**Provided data**
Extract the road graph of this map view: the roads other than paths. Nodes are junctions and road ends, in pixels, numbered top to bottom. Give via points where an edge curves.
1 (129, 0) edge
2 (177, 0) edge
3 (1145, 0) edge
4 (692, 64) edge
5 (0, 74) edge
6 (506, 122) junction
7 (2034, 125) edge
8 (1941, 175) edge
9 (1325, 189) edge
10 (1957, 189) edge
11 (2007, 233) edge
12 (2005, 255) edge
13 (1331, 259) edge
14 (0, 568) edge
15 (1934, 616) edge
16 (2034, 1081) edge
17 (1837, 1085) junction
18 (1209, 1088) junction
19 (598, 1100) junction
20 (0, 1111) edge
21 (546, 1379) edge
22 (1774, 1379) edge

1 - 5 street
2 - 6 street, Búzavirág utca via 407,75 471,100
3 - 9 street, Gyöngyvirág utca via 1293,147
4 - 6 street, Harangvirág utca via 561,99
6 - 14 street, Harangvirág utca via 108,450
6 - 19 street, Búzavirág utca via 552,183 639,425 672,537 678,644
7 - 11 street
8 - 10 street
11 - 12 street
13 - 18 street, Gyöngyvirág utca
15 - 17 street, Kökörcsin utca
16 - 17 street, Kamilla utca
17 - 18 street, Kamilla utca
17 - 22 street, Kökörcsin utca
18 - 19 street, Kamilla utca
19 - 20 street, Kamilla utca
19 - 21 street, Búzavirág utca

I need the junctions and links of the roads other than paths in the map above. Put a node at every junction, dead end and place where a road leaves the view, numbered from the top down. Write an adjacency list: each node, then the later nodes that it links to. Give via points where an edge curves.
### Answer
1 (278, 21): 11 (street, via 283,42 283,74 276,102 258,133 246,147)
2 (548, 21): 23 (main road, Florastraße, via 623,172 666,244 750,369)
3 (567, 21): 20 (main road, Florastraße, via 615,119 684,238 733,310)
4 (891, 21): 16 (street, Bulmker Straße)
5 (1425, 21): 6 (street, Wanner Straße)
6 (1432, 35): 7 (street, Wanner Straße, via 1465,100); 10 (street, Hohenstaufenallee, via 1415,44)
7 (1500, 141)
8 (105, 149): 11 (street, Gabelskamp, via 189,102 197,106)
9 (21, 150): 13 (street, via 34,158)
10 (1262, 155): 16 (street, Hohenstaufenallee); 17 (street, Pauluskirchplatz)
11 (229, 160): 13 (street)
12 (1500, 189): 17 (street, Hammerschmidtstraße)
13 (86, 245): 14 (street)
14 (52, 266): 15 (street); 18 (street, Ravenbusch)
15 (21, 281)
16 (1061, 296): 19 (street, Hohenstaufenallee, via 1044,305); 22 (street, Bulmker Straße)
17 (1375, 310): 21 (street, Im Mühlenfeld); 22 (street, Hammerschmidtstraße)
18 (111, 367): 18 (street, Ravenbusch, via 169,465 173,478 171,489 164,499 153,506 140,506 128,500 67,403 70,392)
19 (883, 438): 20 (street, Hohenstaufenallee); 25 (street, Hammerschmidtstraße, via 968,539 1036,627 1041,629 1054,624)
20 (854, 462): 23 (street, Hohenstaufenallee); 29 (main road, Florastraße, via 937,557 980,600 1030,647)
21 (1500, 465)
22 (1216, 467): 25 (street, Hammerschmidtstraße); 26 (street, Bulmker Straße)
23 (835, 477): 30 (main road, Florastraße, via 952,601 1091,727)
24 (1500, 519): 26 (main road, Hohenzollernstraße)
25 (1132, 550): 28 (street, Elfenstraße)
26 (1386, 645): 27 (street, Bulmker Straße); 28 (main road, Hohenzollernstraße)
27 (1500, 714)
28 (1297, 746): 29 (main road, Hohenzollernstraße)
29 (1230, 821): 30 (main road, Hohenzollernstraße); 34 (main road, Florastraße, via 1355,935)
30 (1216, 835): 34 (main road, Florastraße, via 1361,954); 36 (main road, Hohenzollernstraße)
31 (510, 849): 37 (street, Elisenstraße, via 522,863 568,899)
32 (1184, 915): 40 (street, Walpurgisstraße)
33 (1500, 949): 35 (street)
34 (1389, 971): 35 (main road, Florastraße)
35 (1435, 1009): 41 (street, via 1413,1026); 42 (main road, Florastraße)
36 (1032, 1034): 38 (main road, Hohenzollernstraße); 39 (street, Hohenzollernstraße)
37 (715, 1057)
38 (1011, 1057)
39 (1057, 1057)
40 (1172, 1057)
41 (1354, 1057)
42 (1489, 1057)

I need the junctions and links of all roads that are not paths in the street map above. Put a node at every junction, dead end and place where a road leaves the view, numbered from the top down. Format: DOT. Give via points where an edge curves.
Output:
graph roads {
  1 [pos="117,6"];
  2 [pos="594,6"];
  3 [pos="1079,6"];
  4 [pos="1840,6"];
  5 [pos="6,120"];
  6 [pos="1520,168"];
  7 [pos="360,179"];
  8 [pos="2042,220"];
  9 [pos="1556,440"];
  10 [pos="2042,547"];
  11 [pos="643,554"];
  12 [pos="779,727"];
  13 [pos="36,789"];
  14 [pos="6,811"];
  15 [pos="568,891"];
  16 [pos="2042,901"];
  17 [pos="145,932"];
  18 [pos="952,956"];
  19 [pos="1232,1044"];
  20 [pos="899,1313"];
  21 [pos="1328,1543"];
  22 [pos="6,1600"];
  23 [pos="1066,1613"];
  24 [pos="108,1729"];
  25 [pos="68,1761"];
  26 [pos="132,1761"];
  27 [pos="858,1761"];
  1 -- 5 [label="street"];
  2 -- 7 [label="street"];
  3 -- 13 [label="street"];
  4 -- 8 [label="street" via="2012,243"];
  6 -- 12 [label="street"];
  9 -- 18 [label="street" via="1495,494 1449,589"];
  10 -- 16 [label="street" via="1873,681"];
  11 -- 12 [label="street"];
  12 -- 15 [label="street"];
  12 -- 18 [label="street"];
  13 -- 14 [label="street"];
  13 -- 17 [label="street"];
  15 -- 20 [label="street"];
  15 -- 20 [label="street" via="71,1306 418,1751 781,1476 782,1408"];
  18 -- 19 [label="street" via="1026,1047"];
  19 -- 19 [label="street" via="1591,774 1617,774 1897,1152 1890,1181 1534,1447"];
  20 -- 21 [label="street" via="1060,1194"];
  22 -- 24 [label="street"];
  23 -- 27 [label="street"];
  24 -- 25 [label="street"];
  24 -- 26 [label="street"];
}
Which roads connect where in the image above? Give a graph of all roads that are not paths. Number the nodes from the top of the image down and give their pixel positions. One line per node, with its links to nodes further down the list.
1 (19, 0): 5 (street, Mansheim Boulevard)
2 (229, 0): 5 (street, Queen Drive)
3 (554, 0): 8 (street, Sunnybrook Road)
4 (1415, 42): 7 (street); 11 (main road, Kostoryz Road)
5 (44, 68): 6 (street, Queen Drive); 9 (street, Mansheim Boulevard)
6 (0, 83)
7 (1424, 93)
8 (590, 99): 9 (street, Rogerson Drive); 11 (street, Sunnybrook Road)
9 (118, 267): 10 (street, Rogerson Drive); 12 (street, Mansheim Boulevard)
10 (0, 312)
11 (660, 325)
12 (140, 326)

**Requirement**
Every record above must be printed again exactly as it stands.

**Result**
Extract the road graph of this map view: the roads other than paths. Nodes are junctions and road ends, in pixels, numbered top to bottom. Give via points where an edge curves.
1 (129, 0) edge
2 (177, 0) edge
3 (1145, 0) edge
4 (692, 64) edge
5 (0, 74) edge
6 (506, 122) junction
7 (2034, 125) edge
8 (1941, 175) edge
9 (1325, 189) edge
10 (1957, 189) edge
11 (2007, 233) edge
12 (2005, 255) edge
13 (1331, 259) edge
14 (0, 568) edge
15 (1934, 616) edge
16 (2034, 1081) edge
17 (1837, 1085) junction
18 (1209, 1088) junction
19 (598, 1100) junction
20 (0, 1111) edge
21 (546, 1379) edge
22 (1774, 1379) edge

1 - 5 street
2 - 6 street, Búzavirág utca via 407,75 471,100
3 - 9 street, Gyöngyvirág utca via 1293,147
4 - 6 street, Harangvirág utca via 561,99
6 - 14 street, Harangvirág utca via 108,450
6 - 19 street, Búzavirág utca via 552,183 639,425 672,537 678,644
7 - 11 street
8 - 10 street
11 - 12 street
13 - 18 street, Gyöngyvirág utca
15 - 17 street, Kökörcsin utca
16 - 17 street, Kamilla utca
17 - 18 street, Kamilla utca
17 - 22 street, Kökörcsin utca
18 - 19 street, Kamilla utca
19 - 20 street, Kamilla utca
19 - 21 street, Búzavirág utca

I need the junctions and links of the roads other than paths in the map above. Put a node at every junction, dead end and place where a road leaves the view, numbered from the top down. Write an adjacency list: each node, then the later nodes that it links to. Give via points where an edge curves.
### Answer
1 (278, 21): 11 (street, via 283,42 283,74 276,102 258,133 246,147)
2 (548, 21): 23 (main road, Florastraße, via 623,172 666,244 750,369)
3 (567, 21): 20 (main road, Florastraße, via 615,119 684,238 733,310)
4 (891, 21): 16 (street, Bulmker Straße)
5 (1425, 21): 6 (street, Wanner Straße)
6 (1432, 35): 7 (street, Wanner Straße, via 1465,100); 10 (street, Hohenstaufenallee, via 1415,44)
7 (1500, 141)
8 (105, 149): 11 (street, Gabelskamp, via 189,102 197,106)
9 (21, 150): 13 (street, via 34,158)
10 (1262, 155): 16 (street, Hohenstaufenallee); 17 (street, Pauluskirchplatz)
11 (229, 160): 13 (street)
12 (1500, 189): 17 (street, Hammerschmidtstraße)
13 (86, 245): 14 (street)
14 (52, 266): 15 (street); 18 (street, Ravenbusch)
15 (21, 281)
16 (1061, 296): 19 (street, Hohenstaufenallee, via 1044,305); 22 (street, Bulmker Straße)
17 (1375, 310): 21 (street, Im Mühlenfeld); 22 (street, Hammerschmidtstraße)
18 (111, 367): 18 (street, Ravenbusch, via 169,465 173,478 171,489 164,499 153,506 140,506 128,500 67,403 70,392)
19 (883, 438): 20 (street, Hohenstaufenallee); 25 (street, Hammerschmidtstraße, via 968,539 1036,627 1041,629 1054,624)
20 (854, 462): 23 (street, Hohenstaufenallee); 29 (main road, Florastraße, via 937,557 980,600 1030,647)
21 (1500, 465)
22 (1216, 467): 25 (street, Hammerschmidtstraße); 26 (street, Bulmker Straße)
23 (835, 477): 30 (main road, Florastraße, via 952,601 1091,727)
24 (1500, 519): 26 (main road, Hohenzollernstraße)
25 (1132, 550): 28 (street, Elfenstraße)
26 (1386, 645): 27 (street, Bulmker Straße); 28 (main road, Hohenzollernstraße)
27 (1500, 714)
28 (1297, 746): 29 (main road, Hohenzollernstraße)
29 (1230, 821): 30 (main road, Hohenzollernstraße); 34 (main road, Florastraße, via 1355,935)
30 (1216, 835): 34 (main road, Florastraße, via 1361,954); 36 (main road, Hohenzollernstraße)
31 (510, 849): 37 (street, Elisenstraße, via 522,863 568,899)
32 (1184, 915): 40 (street, Walpurgisstraße)
33 (1500, 949): 35 (street)
34 (1389, 971): 35 (main road, Florastraße)
35 (1435, 1009): 41 (street, via 1413,1026); 42 (main road, Florastraße)
36 (1032, 1034): 38 (main road, Hohenzollernstraße); 39 (street, Hohenzollernstraße)
37 (715, 1057)
38 (1011, 1057)
39 (1057, 1057)
40 (1172, 1057)
41 (1354, 1057)
42 (1489, 1057)

I need the junctions and links of all roads that are not paths in the street map above. Put a node at every junction, dead end and place where a road leaves the view, numbered from the top down. Format: DOT. Give via points where an edge curves.
Output:
graph roads {
  1 [pos="117,6"];
  2 [pos="594,6"];
  3 [pos="1079,6"];
  4 [pos="1840,6"];
  5 [pos="6,120"];
  6 [pos="1520,168"];
  7 [pos="360,179"];
  8 [pos="2042,220"];
  9 [pos="1556,440"];
  10 [pos="2042,547"];
  11 [pos="643,554"];
  12 [pos="779,727"];
  13 [pos="36,789"];
  14 [pos="6,811"];
  15 [pos="568,891"];
  16 [pos="2042,901"];
  17 [pos="145,932"];
  18 [pos="952,956"];
  19 [pos="1232,1044"];
  20 [pos="899,1313"];
  21 [pos="1328,1543"];
  22 [pos="6,1600"];
  23 [pos="1066,1613"];
  24 [pos="108,1729"];
  25 [pos="68,1761"];
  26 [pos="132,1761"];
  27 [pos="858,1761"];
  1 -- 5 [label="street"];
  2 -- 7 [label="street"];
  3 -- 13 [label="street"];
  4 -- 8 [label="street" via="2012,243"];
  6 -- 12 [label="street"];
  9 -- 18 [label="street" via="1495,494 1449,589"];
  10 -- 16 [label="street" via="1873,681"];
  11 -- 12 [label="street"];
  12 -- 15 [label="street"];
  12 -- 18 [label="street"];
  13 -- 14 [label="street"];
  13 -- 17 [label="street"];
  15 -- 20 [label="street"];
  15 -- 20 [label="street" via="71,1306 418,1751 781,1476 782,1408"];
  18 -- 19 [label="street" via="1026,1047"];
  19 -- 19 [label="street" via="1591,774 1617,774 1897,1152 1890,1181 1534,1447"];
  20 -- 21 [label="street" via="1060,1194"];
  22 -- 24 [label="street"];
  23 -- 27 [label="street"];
  24 -- 25 [label="street"];
  24 -- 26 [label="street"];
}
Which roads connect where in the image above? Give a graph of all roads that are not paths. Number the nodes from the top of the image down and give their pixel positions. One line per node, with its links to nodes further down the list.
1 (19, 0): 5 (street, Mansheim Boulevard)
2 (229, 0): 5 (street, Queen Drive)
3 (554, 0): 8 (street, Sunnybrook Road)
4 (1415, 42): 7 (street); 11 (main road, Kostoryz Road)
5 (44, 68): 6 (street, Queen Drive); 9 (street, Mansheim Boulevard)
6 (0, 83)
7 (1424, 93)
8 (590, 99): 9 (street, Rogerson Drive); 11 (street, Sunnybrook Road)
9 (118, 267): 10 (street, Rogerson Drive); 12 (street, Mansheim Boulevard)
10 (0, 312)
11 (660, 325)
12 (140, 326)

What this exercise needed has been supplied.